What's interesting is that this abstract was published more than a century ago in 1911 by Walter B. Pillsbury. Pillsbury (1872-1960) was an American psychologist who taught at the University of Michigan for 60+ years.  He was in the vanguard of the experimental psychology movement and made a name for himself studying attention and reasoning, and for writing some influential texts on psychology.  He was elected President of the American Psychological Association in 1910 and to the National Academy of Sciences in 1925. 

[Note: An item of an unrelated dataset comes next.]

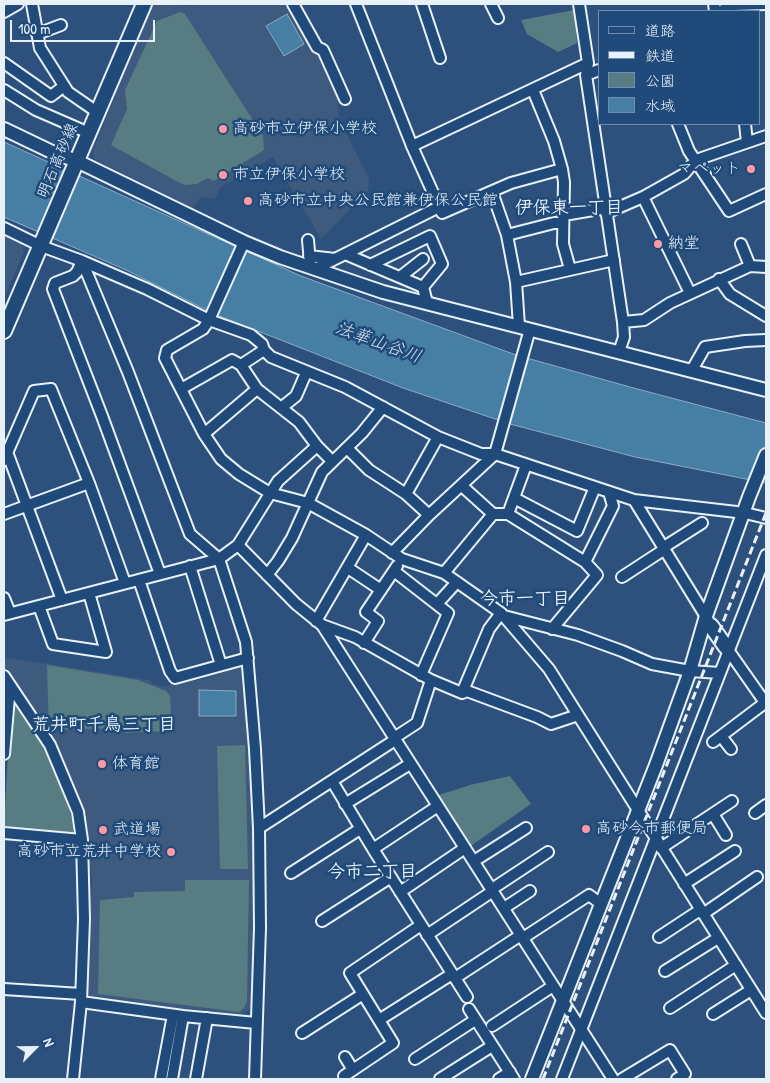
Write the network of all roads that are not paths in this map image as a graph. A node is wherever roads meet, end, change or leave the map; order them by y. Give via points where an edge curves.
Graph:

The abstract is for his paper titled, "The place of movement in consciousness", which he delivered as his Presidential Address at the APA annual meeting.  Pillsbury saw value in thinking about the contribution of the motor system in explanations of higher level psychological processes and more broadly the role of the body on psychological experience (e.g., the James-Lange theory of emotion), but he also felt that the motor theories of his day had gone too far.  Amusingly he wrote, 
A reader of some of the texts lately published would be inclined to believe that there was nothing in consciousness but movement, and that the presence of sense organs, or of sensory and associatory tracts in the cortex was at the least a mistake on the part of the Creator.
History indeed repeats itself.



Pillsbury, W. B. (1911). The place of movement in consciousness. Psychological Review, Vol 18(2), 83-99.











1 comment:

Dirk Koester said...

Very cool "excarvation!"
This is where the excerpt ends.